1. Наполеонология или смердяковщина?

В минувшую субботу не только во Франции, но и во многих странах мира неофициально отметили юбилей Наполеона Бонапарта. Причём местами это было сделано весьма своеобразно. Так, например, в Чехии на месте Аустерлицкой битвы любители военной истории устроили показательное представление. Трудно сказать, чему тем самым больше отдавалась дань: памяти о великой эпохе, связанной с именем Наполеона, или же ему самому.

Тот же вопрос нужно адресовать и тем российским городам, в которых прошли мероприятия, приуроченные к годовщине рождения одного из самых опасных врагов России за всю её историю. В Омске в Музее Врубеля открылась выставка «Искусство империи Наполеона». В нижегородской Библиотеке имени Ф.М. Достоевского 11 августа состоялась «мини-беседа» под характерным названием «Блистательный Наполеон I Бонапарт (240 лет со дня рождения)». Характерно и место её проведения, вызывающее ассоциации с известным Смердяковым – персонажем романа Достоевского.

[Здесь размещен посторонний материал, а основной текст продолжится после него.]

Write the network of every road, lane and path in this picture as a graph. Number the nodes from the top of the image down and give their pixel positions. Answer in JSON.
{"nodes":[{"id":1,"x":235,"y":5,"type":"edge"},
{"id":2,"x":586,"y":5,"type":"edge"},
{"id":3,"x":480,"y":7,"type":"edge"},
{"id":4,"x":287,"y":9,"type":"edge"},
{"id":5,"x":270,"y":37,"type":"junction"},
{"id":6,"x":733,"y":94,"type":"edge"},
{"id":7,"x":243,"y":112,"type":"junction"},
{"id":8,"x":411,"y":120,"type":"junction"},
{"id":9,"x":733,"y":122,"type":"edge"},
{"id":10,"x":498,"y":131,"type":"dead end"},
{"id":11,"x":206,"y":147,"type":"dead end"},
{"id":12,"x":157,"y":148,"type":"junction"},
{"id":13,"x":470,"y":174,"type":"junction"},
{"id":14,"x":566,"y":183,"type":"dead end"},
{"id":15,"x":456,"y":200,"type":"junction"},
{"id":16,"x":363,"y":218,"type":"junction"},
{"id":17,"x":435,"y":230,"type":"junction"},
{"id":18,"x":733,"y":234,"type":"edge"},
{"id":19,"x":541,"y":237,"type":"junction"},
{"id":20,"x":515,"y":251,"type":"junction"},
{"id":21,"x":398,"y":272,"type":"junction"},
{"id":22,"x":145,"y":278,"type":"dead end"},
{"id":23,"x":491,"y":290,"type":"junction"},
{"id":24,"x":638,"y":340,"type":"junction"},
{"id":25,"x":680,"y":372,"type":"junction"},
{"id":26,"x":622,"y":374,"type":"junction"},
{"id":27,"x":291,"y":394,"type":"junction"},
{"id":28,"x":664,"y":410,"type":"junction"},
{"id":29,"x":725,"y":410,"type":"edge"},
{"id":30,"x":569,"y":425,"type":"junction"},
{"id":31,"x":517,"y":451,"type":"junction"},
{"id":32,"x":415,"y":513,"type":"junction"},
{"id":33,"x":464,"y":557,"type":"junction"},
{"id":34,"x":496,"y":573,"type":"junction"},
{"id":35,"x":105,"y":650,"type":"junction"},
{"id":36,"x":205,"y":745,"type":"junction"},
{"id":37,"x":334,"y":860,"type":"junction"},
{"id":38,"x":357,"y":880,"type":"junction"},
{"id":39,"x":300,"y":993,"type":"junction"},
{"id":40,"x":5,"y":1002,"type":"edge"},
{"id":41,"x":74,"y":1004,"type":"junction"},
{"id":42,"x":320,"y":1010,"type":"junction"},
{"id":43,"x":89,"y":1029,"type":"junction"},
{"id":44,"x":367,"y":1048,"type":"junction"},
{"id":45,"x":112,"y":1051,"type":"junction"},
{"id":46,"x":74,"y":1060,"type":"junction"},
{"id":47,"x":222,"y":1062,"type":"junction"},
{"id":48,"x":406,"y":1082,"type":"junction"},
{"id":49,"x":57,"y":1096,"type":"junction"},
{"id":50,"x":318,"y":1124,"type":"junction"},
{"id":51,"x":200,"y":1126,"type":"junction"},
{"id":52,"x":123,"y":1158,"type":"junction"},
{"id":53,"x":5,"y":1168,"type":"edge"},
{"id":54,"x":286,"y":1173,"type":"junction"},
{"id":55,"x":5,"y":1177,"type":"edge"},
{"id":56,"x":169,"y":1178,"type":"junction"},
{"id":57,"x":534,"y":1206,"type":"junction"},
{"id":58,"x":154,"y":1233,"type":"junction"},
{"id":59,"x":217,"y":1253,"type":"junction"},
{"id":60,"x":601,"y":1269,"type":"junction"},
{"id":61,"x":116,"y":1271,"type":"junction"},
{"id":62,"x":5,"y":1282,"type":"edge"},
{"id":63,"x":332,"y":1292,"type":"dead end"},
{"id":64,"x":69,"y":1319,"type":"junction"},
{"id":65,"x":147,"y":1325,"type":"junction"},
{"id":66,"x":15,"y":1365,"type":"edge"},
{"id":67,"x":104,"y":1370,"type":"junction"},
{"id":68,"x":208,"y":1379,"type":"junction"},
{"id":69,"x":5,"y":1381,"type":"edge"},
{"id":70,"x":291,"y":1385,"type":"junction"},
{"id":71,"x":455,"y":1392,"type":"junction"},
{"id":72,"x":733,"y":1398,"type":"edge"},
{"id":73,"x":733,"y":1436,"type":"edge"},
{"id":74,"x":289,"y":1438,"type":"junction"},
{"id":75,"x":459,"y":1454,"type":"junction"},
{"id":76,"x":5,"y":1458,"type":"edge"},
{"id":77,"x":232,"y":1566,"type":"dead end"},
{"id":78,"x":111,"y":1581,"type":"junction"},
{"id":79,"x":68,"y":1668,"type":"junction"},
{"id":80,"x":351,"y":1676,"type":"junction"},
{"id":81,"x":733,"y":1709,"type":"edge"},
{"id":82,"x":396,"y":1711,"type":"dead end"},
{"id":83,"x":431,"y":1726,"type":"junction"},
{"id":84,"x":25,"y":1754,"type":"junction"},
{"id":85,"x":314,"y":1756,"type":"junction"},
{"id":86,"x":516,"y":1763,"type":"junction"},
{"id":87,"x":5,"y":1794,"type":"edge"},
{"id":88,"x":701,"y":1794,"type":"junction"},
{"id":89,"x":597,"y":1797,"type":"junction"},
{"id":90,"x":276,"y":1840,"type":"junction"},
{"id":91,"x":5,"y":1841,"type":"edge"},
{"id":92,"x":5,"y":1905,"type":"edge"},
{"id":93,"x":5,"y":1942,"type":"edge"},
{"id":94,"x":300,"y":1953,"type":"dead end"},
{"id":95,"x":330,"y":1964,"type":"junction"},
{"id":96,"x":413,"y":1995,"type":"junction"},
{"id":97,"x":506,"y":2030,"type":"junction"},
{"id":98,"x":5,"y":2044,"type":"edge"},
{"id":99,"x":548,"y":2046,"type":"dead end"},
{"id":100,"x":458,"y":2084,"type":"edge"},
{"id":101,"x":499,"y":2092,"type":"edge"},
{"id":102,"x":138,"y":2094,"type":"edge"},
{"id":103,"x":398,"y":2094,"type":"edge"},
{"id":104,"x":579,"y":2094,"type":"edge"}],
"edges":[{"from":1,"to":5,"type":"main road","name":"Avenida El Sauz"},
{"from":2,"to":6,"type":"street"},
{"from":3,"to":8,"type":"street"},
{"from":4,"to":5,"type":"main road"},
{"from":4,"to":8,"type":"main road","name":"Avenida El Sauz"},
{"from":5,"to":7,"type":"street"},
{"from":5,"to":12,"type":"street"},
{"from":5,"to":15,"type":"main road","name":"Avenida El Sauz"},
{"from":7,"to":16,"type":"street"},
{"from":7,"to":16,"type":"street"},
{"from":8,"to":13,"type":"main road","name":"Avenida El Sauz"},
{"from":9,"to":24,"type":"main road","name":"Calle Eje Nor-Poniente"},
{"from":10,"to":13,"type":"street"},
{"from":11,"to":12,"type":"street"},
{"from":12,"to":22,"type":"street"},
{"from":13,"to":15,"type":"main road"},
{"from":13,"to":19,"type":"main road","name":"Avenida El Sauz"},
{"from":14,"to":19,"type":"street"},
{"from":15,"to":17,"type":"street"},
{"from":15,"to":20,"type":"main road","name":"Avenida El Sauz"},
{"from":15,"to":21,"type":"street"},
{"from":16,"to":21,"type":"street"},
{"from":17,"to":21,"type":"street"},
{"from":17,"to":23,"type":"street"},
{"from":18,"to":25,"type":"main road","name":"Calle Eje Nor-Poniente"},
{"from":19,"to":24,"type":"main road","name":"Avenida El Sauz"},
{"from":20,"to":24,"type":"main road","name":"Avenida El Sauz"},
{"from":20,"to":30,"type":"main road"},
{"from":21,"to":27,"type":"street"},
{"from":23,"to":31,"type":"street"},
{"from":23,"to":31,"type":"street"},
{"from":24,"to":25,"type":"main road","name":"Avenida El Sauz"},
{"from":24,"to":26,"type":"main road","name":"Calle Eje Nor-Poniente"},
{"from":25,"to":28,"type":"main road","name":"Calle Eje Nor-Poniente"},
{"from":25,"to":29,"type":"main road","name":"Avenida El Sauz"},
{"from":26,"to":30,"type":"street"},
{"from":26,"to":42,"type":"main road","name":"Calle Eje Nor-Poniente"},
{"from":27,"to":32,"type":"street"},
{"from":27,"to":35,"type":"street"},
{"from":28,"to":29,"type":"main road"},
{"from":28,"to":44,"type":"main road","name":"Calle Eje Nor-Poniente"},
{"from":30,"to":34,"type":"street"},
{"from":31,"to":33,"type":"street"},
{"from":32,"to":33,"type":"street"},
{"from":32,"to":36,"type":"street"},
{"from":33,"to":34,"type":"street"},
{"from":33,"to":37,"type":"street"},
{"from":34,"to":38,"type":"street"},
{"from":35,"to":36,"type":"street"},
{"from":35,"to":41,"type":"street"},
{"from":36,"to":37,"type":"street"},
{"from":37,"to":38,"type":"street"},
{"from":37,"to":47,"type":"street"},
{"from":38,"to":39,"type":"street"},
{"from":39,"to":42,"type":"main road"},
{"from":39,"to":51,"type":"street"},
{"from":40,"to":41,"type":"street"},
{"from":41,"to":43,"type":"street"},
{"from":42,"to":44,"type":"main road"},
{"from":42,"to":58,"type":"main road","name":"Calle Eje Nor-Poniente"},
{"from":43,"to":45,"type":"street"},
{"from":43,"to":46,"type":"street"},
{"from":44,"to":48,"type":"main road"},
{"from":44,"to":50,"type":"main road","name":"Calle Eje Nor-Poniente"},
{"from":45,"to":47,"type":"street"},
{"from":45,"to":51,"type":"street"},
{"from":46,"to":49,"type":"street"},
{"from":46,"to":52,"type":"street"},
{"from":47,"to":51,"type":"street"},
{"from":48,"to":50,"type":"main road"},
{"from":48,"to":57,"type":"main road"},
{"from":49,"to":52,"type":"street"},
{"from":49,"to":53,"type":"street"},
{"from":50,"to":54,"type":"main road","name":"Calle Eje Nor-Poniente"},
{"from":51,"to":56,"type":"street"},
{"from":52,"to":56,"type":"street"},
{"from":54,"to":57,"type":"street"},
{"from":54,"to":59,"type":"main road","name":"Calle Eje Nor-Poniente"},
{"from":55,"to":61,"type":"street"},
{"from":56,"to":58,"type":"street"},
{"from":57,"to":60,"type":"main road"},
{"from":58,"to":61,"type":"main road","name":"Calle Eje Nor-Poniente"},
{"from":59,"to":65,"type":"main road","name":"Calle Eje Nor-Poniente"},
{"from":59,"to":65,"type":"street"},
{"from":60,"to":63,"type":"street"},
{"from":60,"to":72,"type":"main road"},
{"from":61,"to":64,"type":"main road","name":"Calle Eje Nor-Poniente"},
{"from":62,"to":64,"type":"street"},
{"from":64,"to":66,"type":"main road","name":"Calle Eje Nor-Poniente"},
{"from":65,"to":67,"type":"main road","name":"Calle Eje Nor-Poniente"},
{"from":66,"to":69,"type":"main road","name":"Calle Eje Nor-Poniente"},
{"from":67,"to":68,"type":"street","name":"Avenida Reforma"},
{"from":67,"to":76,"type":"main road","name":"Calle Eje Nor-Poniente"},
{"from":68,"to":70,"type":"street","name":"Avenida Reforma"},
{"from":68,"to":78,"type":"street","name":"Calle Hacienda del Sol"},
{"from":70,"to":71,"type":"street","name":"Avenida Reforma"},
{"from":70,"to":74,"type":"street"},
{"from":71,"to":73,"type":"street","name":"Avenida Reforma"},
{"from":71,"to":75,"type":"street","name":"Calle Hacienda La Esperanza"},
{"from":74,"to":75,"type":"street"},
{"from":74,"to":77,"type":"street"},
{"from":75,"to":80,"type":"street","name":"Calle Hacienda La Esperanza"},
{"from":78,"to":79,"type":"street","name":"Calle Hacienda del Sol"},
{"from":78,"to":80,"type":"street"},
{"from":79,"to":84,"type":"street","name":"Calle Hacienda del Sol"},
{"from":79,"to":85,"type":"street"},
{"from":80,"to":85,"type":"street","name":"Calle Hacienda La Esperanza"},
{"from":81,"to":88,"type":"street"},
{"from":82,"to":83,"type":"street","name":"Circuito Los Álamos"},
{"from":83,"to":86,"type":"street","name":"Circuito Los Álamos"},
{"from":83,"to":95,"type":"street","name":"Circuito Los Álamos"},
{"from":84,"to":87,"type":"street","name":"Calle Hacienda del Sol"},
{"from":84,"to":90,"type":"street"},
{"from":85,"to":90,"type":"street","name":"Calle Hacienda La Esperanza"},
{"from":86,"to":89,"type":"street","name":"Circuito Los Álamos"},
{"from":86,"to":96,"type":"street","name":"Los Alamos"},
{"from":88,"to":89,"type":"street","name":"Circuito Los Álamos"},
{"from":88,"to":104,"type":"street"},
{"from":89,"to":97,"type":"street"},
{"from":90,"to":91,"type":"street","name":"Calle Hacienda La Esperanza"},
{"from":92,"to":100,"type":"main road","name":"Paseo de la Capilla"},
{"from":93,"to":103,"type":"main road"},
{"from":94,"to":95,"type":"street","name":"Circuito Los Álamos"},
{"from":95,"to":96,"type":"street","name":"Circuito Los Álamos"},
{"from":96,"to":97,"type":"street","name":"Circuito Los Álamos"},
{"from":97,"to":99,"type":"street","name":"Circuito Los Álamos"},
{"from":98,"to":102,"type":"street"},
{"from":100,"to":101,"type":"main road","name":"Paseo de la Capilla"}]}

В отношении подобных мероприятий уместен вопрос: чего тут больше – простого исторического интереса или сознательной смердяковщины уже в наши дни?

240 лет назад в городке Аяччо на севере Корсики (которая только за три месяца перед тем была присоединена к Франции) родился человек, которому судьбой было предначертано низвергать троны и сокрушать державы, вознестись на высоту мирового могущества, но провести остаток жизни в плену за многие тысячи километров от родины.

Неудивительно, что Франция почитает его одним из величайших своих национальных героев. В любом городе ему стоят памятники, посвящены улицы, площади. Увековечены и места побед его «Великой армии», даже Москва (имеется ввиду Бородино, которое французы до сих пор по какому-то нелепому недоразумению продолжают считать французской победой). Очень чтят его в Польше – ведь в начале XIX века он на короткий срок восстановил её независимость.

Однако это не избавляет тех же французов от скептических оценок. Французские историки не забывают отмечать, что в результате войн, ведшихся Наполеоном, понесли большие потери не только подвергшиеся его нападению страны, но и сама Франция потеряла сотни тысяч, если не миллион жизней. Сожалеют о пропавших культурных ценностях. Впрочем, бывшему императору надо отдать должное: все доступные шедевры его офицеры аккуратно собрали и увезли во Францию; и редко какие из них возвращены прежним странам-владельцам. Но все эти «частности» не могут затмить «главного»: это был ярчайший политик рубежа XVIII-XIX вв.

А лейтмотив почти всех высказываний о Наполеоне во всём мире: он был гениальнейший стратег своего времени и один из гениальнейших во всей истории.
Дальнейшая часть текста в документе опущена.